“For Kierkegaard, resolution and transformation come ultimately when despair in all stages is overcome through a leap of faith. In this leap one accepts at the same time one’s weakness and one’s strength, the intermixture of the finite and infinite realms in being human, and the realization that human beings must move between the opposites rather than identifying with an absolute.”
“What is really required to relate to one’s mystery is to discriminate objectively what one’s own potentialities and limitations really are and to actualize their synthesis. “
I am kind of embarrassed to say what book this is from because the title is just so...but whatever, it's called The Wounded Woman by Linda Schierse Leonard and it's all about female issues from a Jungian perspective. I don't really know all that much about Jung, having been indoctrinated in Freud and all. While I'm still pretty much a Freudian, Jungians use some good metaphors and have super fun online personality tests (I'm an INFP, the Architect). Anyway, that passage is pretty good, eh?

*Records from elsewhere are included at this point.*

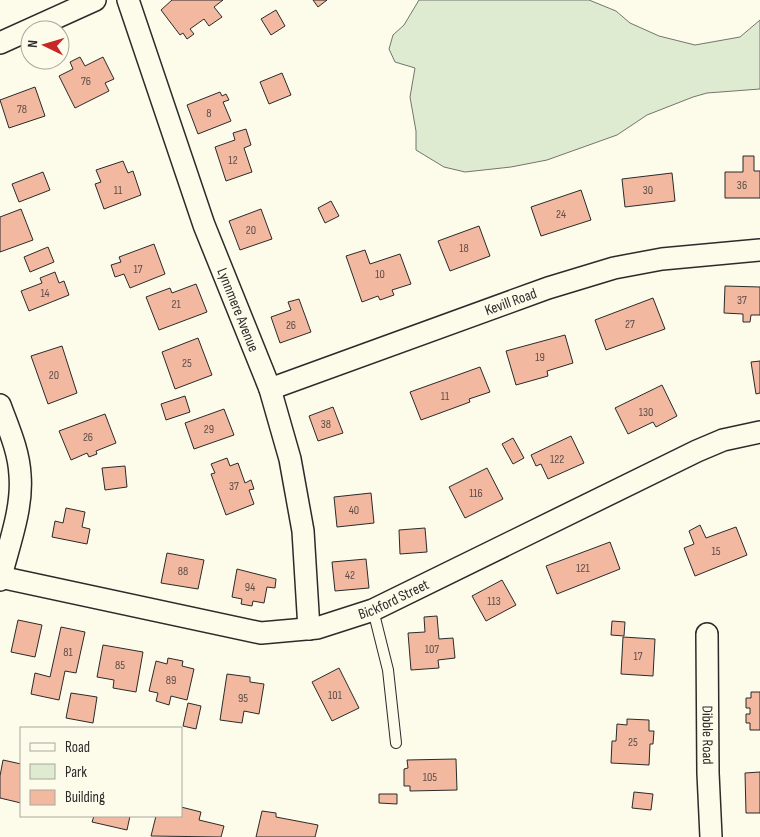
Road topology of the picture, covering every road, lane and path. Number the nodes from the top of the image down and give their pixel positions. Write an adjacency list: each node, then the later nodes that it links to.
1 (95, 0): 3 (street)
2 (128, 0): 5 (street, Lynnmere Avenue)
3 (0, 43)
4 (760, 250): 5 (street, Kevill Road)
5 (270, 389): 10 (street, Lynnmere Avenue)
6 (0, 405): 8 (street)
7 (760, 432): 9 (street, Bickford Street)
8 (0, 578): 10 (street, Bickford Street)
9 (373, 610): 10 (street, Bickford Street); 12 (lane)
10 (309, 629)
11 (707, 634): 13 (street, Dibble Road)
12 (396, 743)
13 (711, 837)

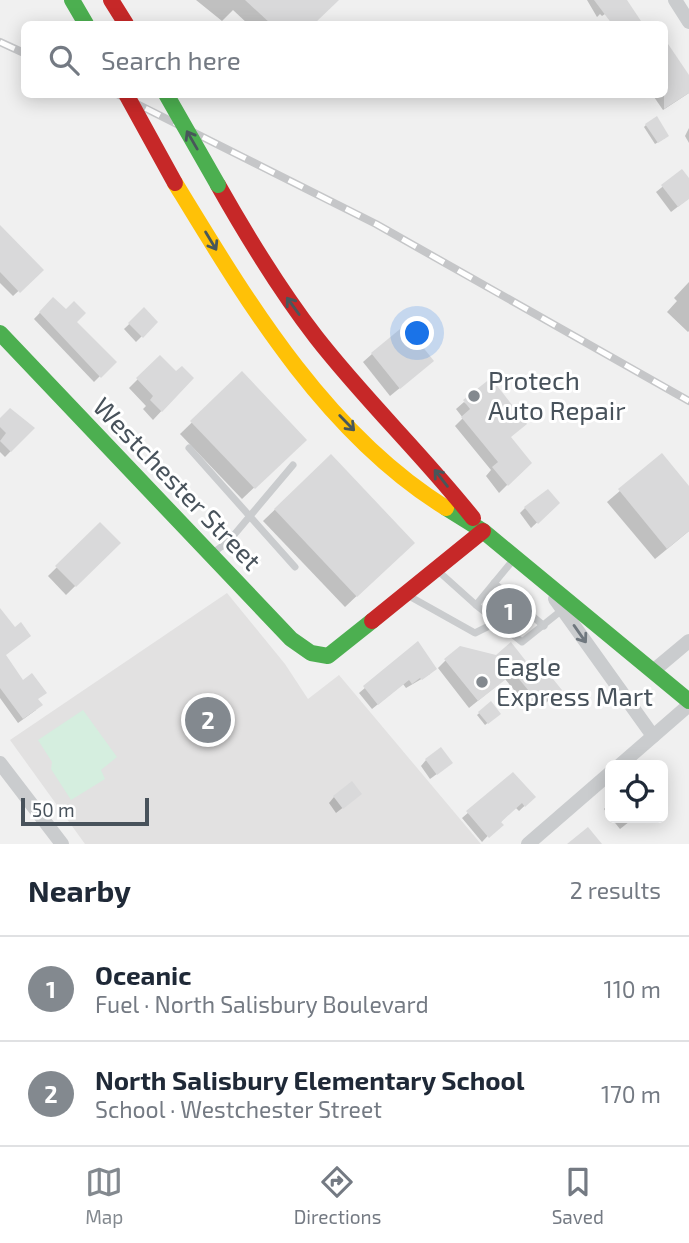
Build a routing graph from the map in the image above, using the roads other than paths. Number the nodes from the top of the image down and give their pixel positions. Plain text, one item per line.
1 (72, 0) edge
2 (111, 0) edge
3 (675, 0) edge
4 (84, 21) edge
5 (123, 21) edge
6 (689, 22) edge
7 (128, 98) edge
8 (168, 98) edge
9 (0, 333) edge
10 (189, 448) dead end
11 (293, 465) dead end
12 (248, 514) junction
13 (483, 531) junction
14 (211, 555) junction
15 (515, 557) junction
16 (295, 567) dead end
17 (436, 569) junction
18 (540, 578) junction
19 (494, 583) junction
20 (404, 594) junction
21 (476, 605) junction
22 (562, 609) junction
23 (497, 622) junction
24 (544, 626) junction
25 (689, 641) edge
26 (653, 671) junction
27 (689, 703) edge
28 (653, 736) junction
29 (626, 760) edge
30 (0, 763) edge
31 (605, 777) edge
32 (62, 844) edge
33 (528, 844) edge

1 - 4 main road
2 - 5 main road
3 - 6 street
7 -> 13 main road, bridge
13 -> 8 main road, bridge
9 - 14 main road, Westchester Street
10 - 12 lane
11 - 12 lane
12 - 14 lane
12 - 16 lane
13 - 15 main road
13 - 17 main road
14 - 20 main road, Westchester Street
15 - 18 main road
15 - 19 lane
17 - 20 main road
17 - 21 lane
18 - 22 street
18 - 26 main road
19 - 21 lane
19 - 24 lane
20 - 23 lane
21 - 23 lane
22 - 24 lane
22 -> 28 street
23 - 24 lane
25 - 26 street
26 - 27 main road
27 - 28 street
28 - 29 street
30 - 32 street
31 - 33 street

Not only does it offer a snappy review of some stuff I forgot from Intro to Philosophy six years ago -- shit, how'd that happen? all that time just going by like that -- but I believe it. I've been trying to figure out a whole mess of things for a long time and have sought a variety of outside sources for help/advice/direction/etc. You could say it's more of a crisis of philosophy rather than a defect of anxiety. And sure, a lot of things out there are horrible, but there's a way to make it better and not live in thrall to the things you hate. While nothing will ever all fit neatly in a little philosophical handbasket, I think ol' Soren was right.
"You're getting old like you've lived."
That's a probably inaccurate quote from Jan Wolkers, poorly translated from the original Dutch and thus likely skewering the original meaning, so I suppose you could attribute it to me. Jan Wolkers was a really cool guy and I found out about him by chance after seeing one of his book covers and wondering what it said and what it was all about. The title in English is Spun Sugar. I can't find a copy of the book but someday I will (maybe even this week) and I'll struggle through reading it and tell you what it's all about.
Anyway, something to think about, "you're getting old like you've lived". It has a nice, bizarre sort of feel to it with the odd syntax of someone whose first language isn't English. I think there's truth to it. How do you live? We've gotta think about that from time to time, as sentient beings, with vastly more options than eating bugs and evading predators, though we do that as well sometimes. There's more to it than eat-fight-fuck-die (though reality television viewing may lead one to believe otherwise). But we've still got lizard brains, instinct. What's your instinct? What drives you, from the murky depths of your subconscious? What conflicts do you struggle with? What sucks about your life and how much of that is you not knowing any better and you knowing better but letting it suck? What do you want? It's hard to get what you want when you don't know what that is. It's hard to know what you want when you're too scared. But if you live scared and worried about things you can't control and allow yourself to be willfully blinded to the options, you'll get old that way pretty fast. Of course, it's hardly easy to come to that conclusion, and much more difficult to believe it.